_WHAT NEEDS TO BE DONE_
Give only the number of lines in the data that contain the word "Crescent".

_GIVEN ENTRIES_
== Segment start ==
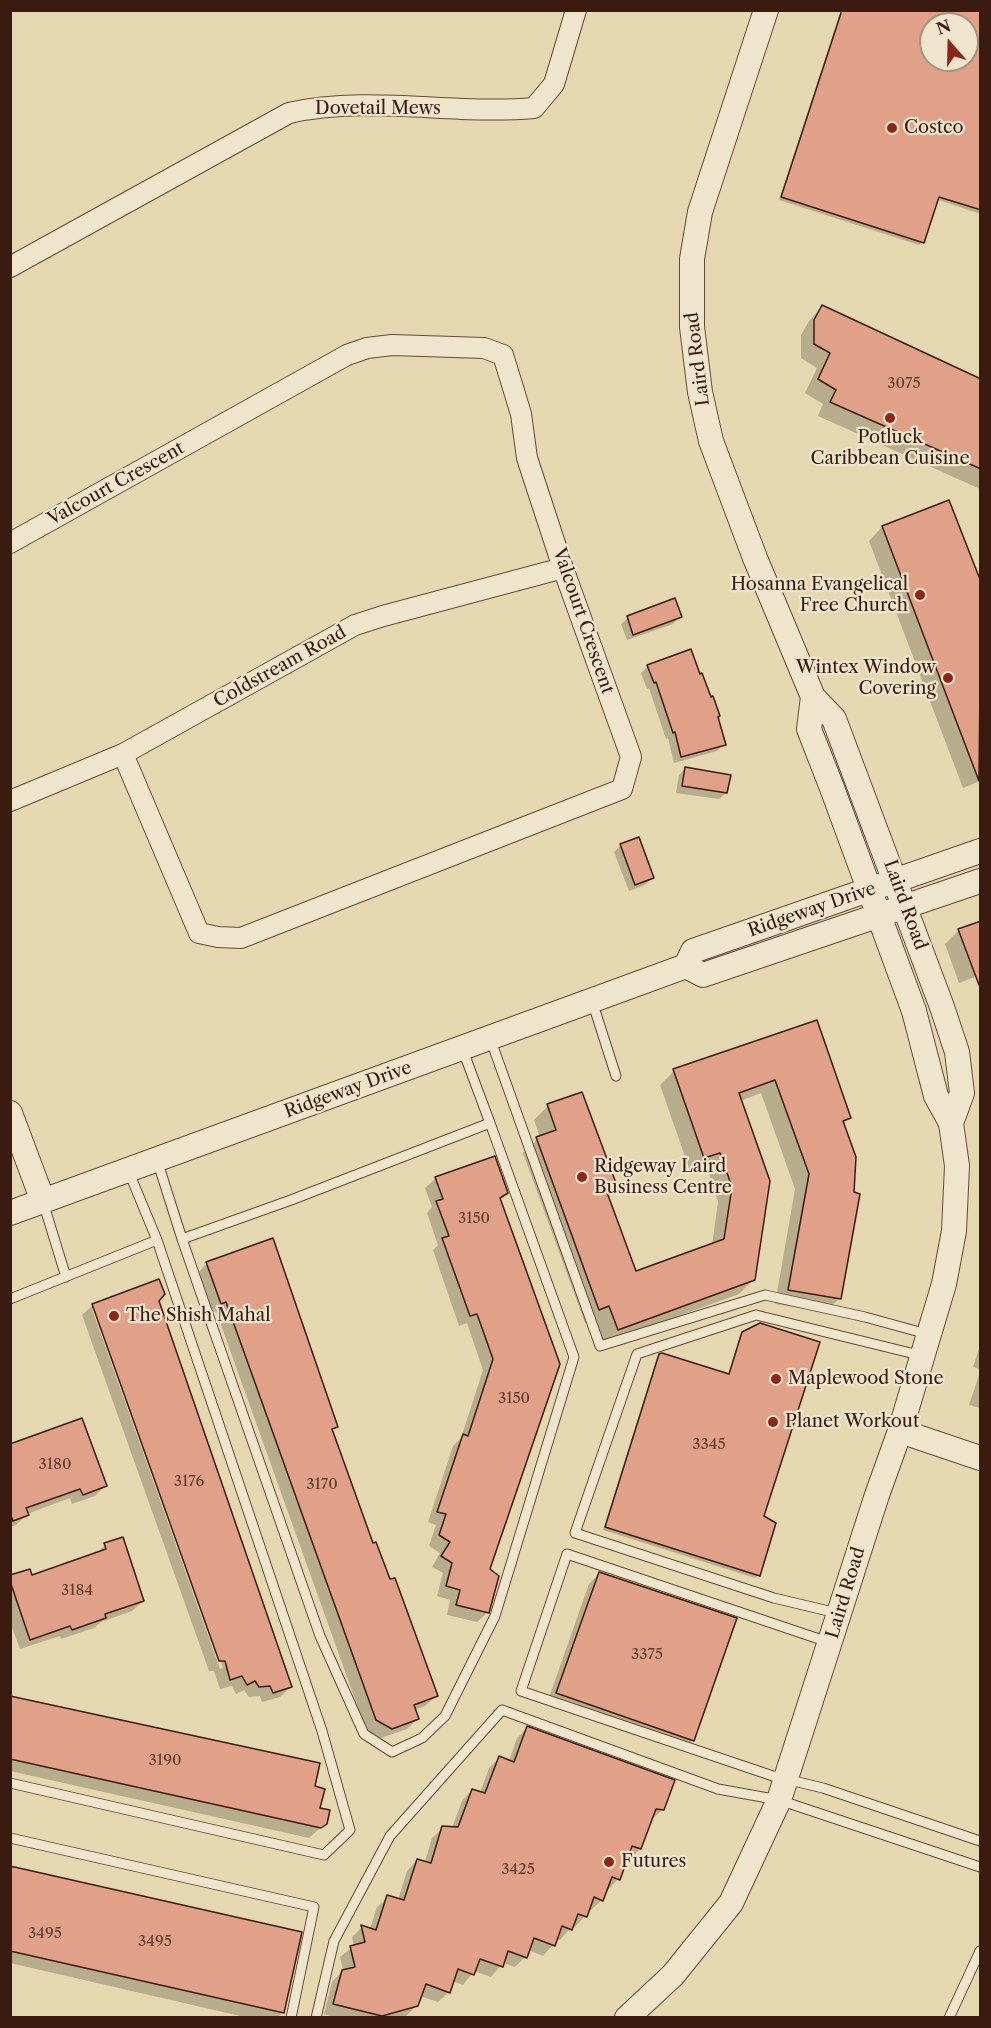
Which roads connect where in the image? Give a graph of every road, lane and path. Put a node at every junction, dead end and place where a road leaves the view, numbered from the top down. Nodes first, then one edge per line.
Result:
1 (576, 10) edge
2 (766, 10) edge
3 (10, 267) edge
4 (10, 543) edge
5 (563, 568) junction
6 (813, 697) junction
7 (123, 754) junction
8 (10, 801) edge
9 (981, 851) edge
10 (896, 881) junction
11 (981, 881) edge
12 (870, 890) junction
13 (906, 908) junction
14 (880, 916) junction
15 (686, 966) junction
16 (592, 1001) junction
17 (490, 1038) junction
18 (462, 1048) junction
19 (616, 1076) dead end
20 (10, 1113) edge
21 (490, 1123) junction
22 (951, 1123) junction
23 (157, 1160) junction
24 (128, 1170) junction
25 (43, 1201) junction
26 (10, 1213) edge
27 (182, 1239) junction
28 (157, 1240) junction
29 (66, 1277) junction
30 (10, 1299) edge
31 (926, 1345) junction
32 (900, 1431) junction
33 (981, 1458) edge
34 (839, 1614) junction
35 (830, 1643) junction
36 (10, 1783) edge
37 (783, 1789) junction
38 (10, 1838) edge
39 (981, 1841) edge
40 (981, 1866) edge
41 (981, 1951) edge
42 (291, 2018) edge
43 (316, 2018) edge
44 (627, 2018) edge
45 (949, 2018) edge

1 - 3 street, Dovetail Mews
2 - 6 street, Laird Road
4 - 5 street, Valcourt Crescent
5 - 7 street, Coldstream Road
5 - 7 street, Valcourt Crescent
6 - 10 street, Laird Road
6 - 12 street, Laird Road
7 - 8 street, Coldstream Road
9 - 10 street, Ridgeway Drive
10 - 12 street, Ridgeway Drive
10 - 13 street, Laird Road
11 - 13 street, Ridgeway Drive
12 - 14 street, Laird Road
12 - 15 street, Ridgeway Drive
13 - 14 street, Ridgeway Drive
13 - 22 street, Laird Road
14 - 15 street, Ridgeway Drive
14 - 22 street, Laird Road
15 - 16 street, Ridgeway Drive
16 - 17 street, Ridgeway Drive
16 - 19 lane
17 - 18 street, Ridgeway Drive
17 - 31 lane
18 - 21 lane
18 - 23 street, Ridgeway Drive
20 - 25 street
21 - 27 lane
21 - 27 lane
22 - 31 street, Laird Road
23 - 24 street, Ridgeway Drive
23 - 27 lane
24 - 25 street, Ridgeway Drive
24 - 28 lane
25 - 26 street, Ridgeway Drive
25 - 29 lane
28 - 29 lane
28 - 36 lane
29 - 30 lane
31 - 32 street, Laird Road
31 - 34 lane
32 - 33 street
32 - 34 street, Laird Road
34 - 35 street, Laird Road
35 - 37 street, Laird Road
35 - 37 lane
37 - 39 lane
37 - 40 lane
37 - 43 lane
37 - 44 street, Laird Road
38 - 42 lane
41 - 45 lane

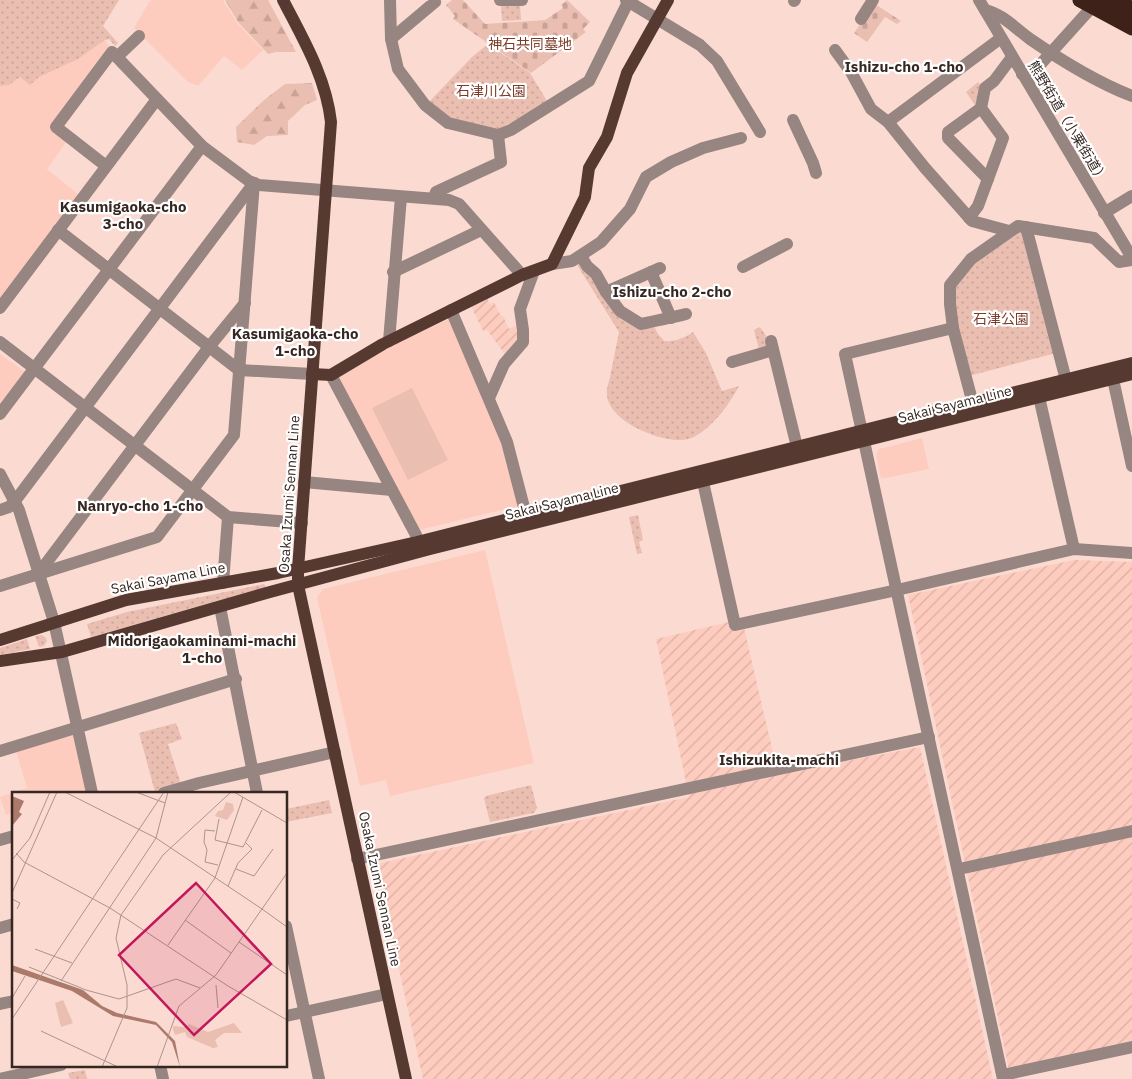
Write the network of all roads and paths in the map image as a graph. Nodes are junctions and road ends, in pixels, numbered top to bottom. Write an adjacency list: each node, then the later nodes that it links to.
1 (283, 0): 38 (main road, Osaka Izumi Sennan Line)
2 (390, 0): 19 (street)
3 (434, 0): 19 (street)
4 (500, 0): 5 (street)
5 (522, 0)
6 (628, 0): 13 (street); 31 (street)
7 (668, 0): 13 (main road)
8 (873, 0): 14 (street)
9 (1116, 0): 12 (highway)
10 (1092, 2): 15 (highway, bridge); 16 (highway); 21 (street)
11 (982, 5): 18 (street, 熊野街道（小栗街道）); 21 (street)
12 (1132, 9)
13 (656, 18): 30 (street); 51 (main road)
14 (861, 19)
15 (1132, 20)
16 (1132, 28)
17 (139, 36): 23 (street)
18 (1001, 38): 22 (street, 熊野街道（小栗街道）); 29 (street)
19 (391, 39): 31 (street)
20 (835, 50): 29 (street)
21 (1052, 52): 24 (street); 25 (street)
22 (1012, 56): 24 (street, 熊野街道（小栗街道）); 27 (street)
23 (117, 57): 26 (street); 34 (street)
24 (1022, 74): 42 (street, 熊野街道（小栗街道）)
25 (1132, 96)
26 (157, 99): 33 (street); 34 (street)
27 (981, 108): 36 (street); 36 (street)
28 (793, 120): 35 (street)
29 (888, 122): 43 (street)
30 (760, 132)
31 (498, 135): 41 (street)
32 (741, 138): 49 (street)
33 (202, 146): 37 (street); 53 (street)
34 (106, 166): 45 (street)
35 (816, 173)
36 (988, 179): 43 (street)
37 (254, 183): 38 (street); 58 (street); 60 (street)
38 (326, 190): 40 (street); 72 (main road, Osaka Izumi Sennan Line)
39 (1132, 196): 42 (street)
40 (401, 197): 41 (street); 55 (street)
41 (434, 198): 46 (street)
42 (1104, 213): 50 (street, 熊野街道（小栗街道）)
43 (970, 218): 47 (street)
44 (1026, 227): 47 (street); 50 (street); 76 (street)
45 (58, 230): 53 (street); 59 (street)
46 (481, 230): 55 (street); 56 (street)
47 (1009, 231): 64 (street)
48 (787, 244): 52 (street)
49 (581, 256): 51 (street); 57 (street)
50 (1132, 259)
51 (552, 264): 54 (main road)
52 (743, 268)
53 (109, 269): 60 (street); 70 (street)
54 (534, 271): 56 (main road); 77 (street)
55 (393, 272): 65 (street)
56 (522, 275): 61 (main road)
57 (606, 292): 63 (street); 63 (street)
58 (245, 303): 67 (street); 71 (street)
59 (0, 308)
60 (160, 309): 67 (street); 80 (street)
61 (451, 310): 65 (main road); 77 (street)
62 (686, 314): 63 (street)
63 (671, 318)
64 (954, 328): 79 (street); 82 (street)
65 (389, 341): 74 (main road)
66 (0, 342): 70 (street)
67 (209, 347): 71 (street); 83 (street)
68 (732, 362): 84 (street)
69 (1132, 363): 76 (main road, Sakai Sayama Line)
70 (34, 368): 80 (street); 81 (street)
71 (239, 370): 72 (street); 89 (street)
72 (312, 374): 74 (main road); 87 (main road, Osaka Izumi Sennan Line)
73 (1132, 374): 75 (main road, Sakai Sayama Line)
74 (331, 375): 90 (street)
75 (1113, 379): 78 (main road, Sakai Sayama Line); 85 (street)
76 (1066, 380): 79 (main road, Sakai Sayama Line)
77 (489, 398): 93 (street)
78 (1040, 398): 82 (main road, Sakai Sayama Line); 97 (street)
79 (973, 404): 82 (main road, Sakai Sayama Line)
80 (86, 407): 83 (street); 91 (street)
81 (0, 414)
82 (864, 437): 84 (main road, Sakai Sayama Line); 88 (main road, Sakai Sayama Line); 104 (street)
83 (135, 445): 89 (street); 100 (street)
84 (797, 446): 93 (main road, Sakai Sayama Line)
85 (1132, 466)
86 (0, 474): 91 (street)
87 (304, 482): 90 (street); 95 (main road, Osaka Izumi Sennan Line)
88 (704, 482): 102 (main road, Sakai Sayama Line); 104 (street)
89 (193, 490): 94 (street); 100 (street)
90 (392, 490): 96 (street)
91 (15, 501): 92 (street); 100 (street)
92 (0, 510)
93 (526, 515): 96 (main road, Sakai Sayama Line)
94 (228, 518): 95 (street); 101 (street)
95 (302, 523): 99 (main road, Osaka Izumi Sennan Line)
96 (417, 542): 99 (main road, Sakai Sayama Line)
97 (1074, 549): 98 (street); 104 (street)
98 (1132, 554)
99 (298, 569): 101 (main road, Sakai Sayama Line); 102 (main road, Osaka Izumi Sennan Line)
100 (38, 574): 103 (street); 106 (street)
101 (223, 583): 106 (main road, Sakai Sayama Line)
102 (298, 585): 105 (main road, Sakai Sayama Line); 114 (main road, Osaka Izumi Sennan Line)
103 (0, 586)
104 (897, 590): 112 (street)
105 (220, 607): 108 (main road, Sakai Sayama Line); 110 (street)
106 (54, 622): 107 (main road, Sakai Sayama Line); 108 (street)
107 (0, 640)
108 (62, 652): 109 (main road, Sakai Sayama Line); 111 (street)
109 (0, 661)
110 (236, 679): 111 (street); 115 (street)
111 (78, 728): 113 (street); 116 (street)
112 (929, 737): 120 (street); 121 (street)
113 (0, 751)
114 (335, 752): 115 (street); 120 (main road, Osaka Izumi Sennan Line)
115 (253, 771): 117 (street); 118 (street)
116 (92, 792)
117 (167, 792)
118 (257, 792)
119 (1132, 831): 121 (street)
120 (357, 859): 123 (main road, Osaka Izumi Sennan Line)
121 (959, 869): 129 (street)
122 (288, 940): 124 (street)
123 (387, 994): 124 (street); 133 (main road, Osaka Izumi Sennan Line)
124 (305, 1012): 125 (street); 132 (street)
125 (288, 1016)
126 (1132, 1047): 129 (street)
127 (56, 1066): 130 (street)
128 (160, 1066): 131 (street)
129 (1003, 1077)
130 (0, 1078)
131 (164, 1079)
132 (319, 1079)
133 (406, 1079)

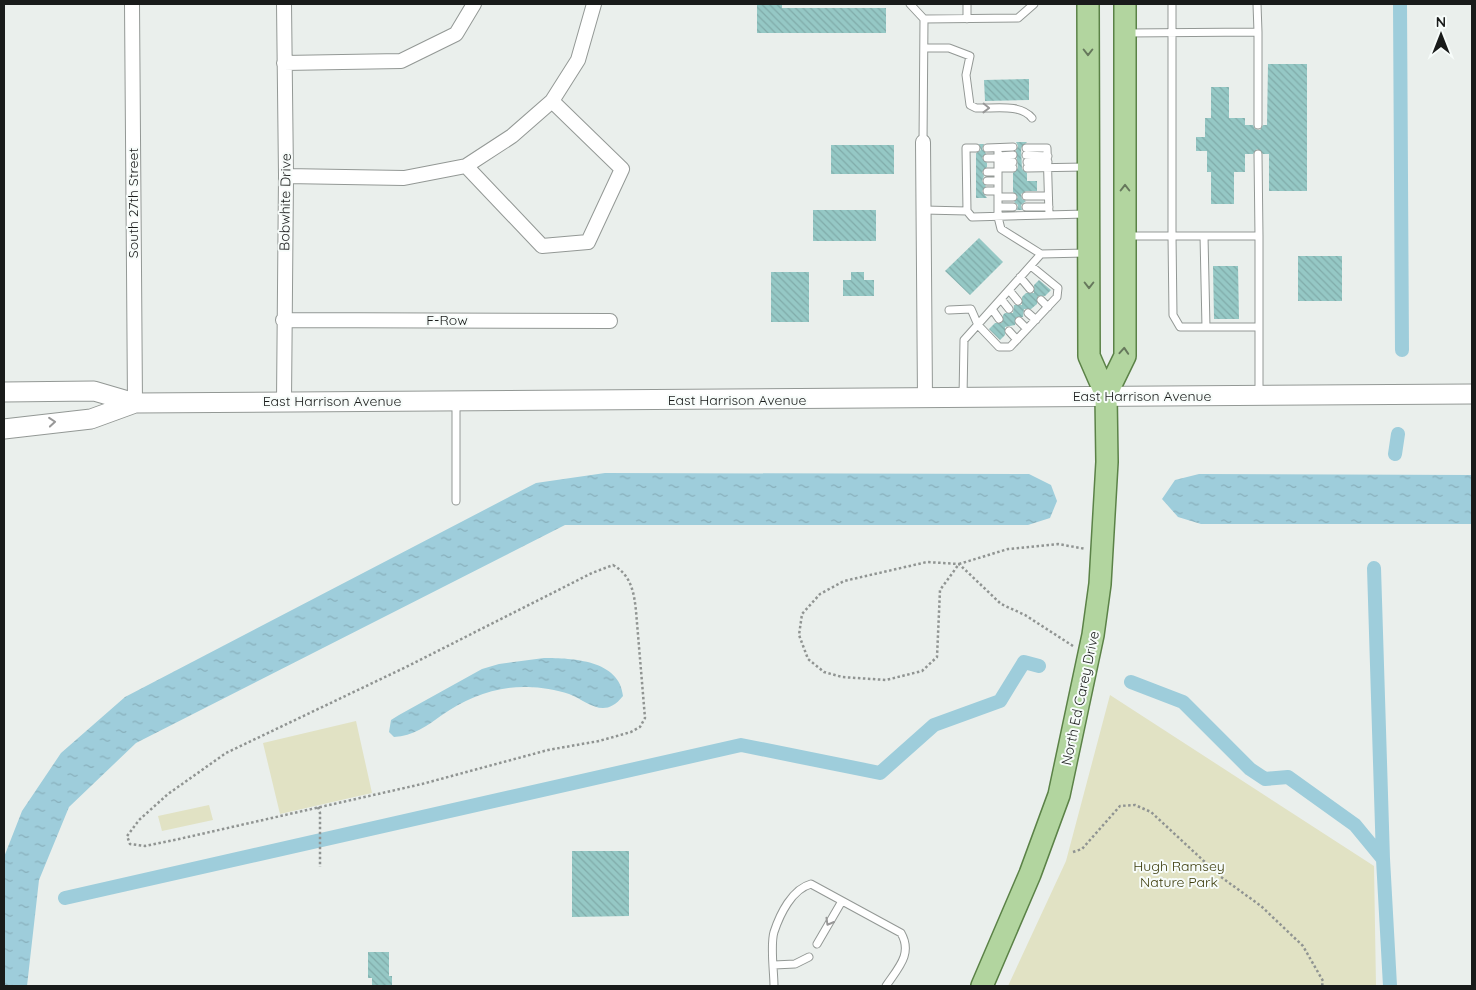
== Segment end ==
_RESPONSE TO THIS TASK_
2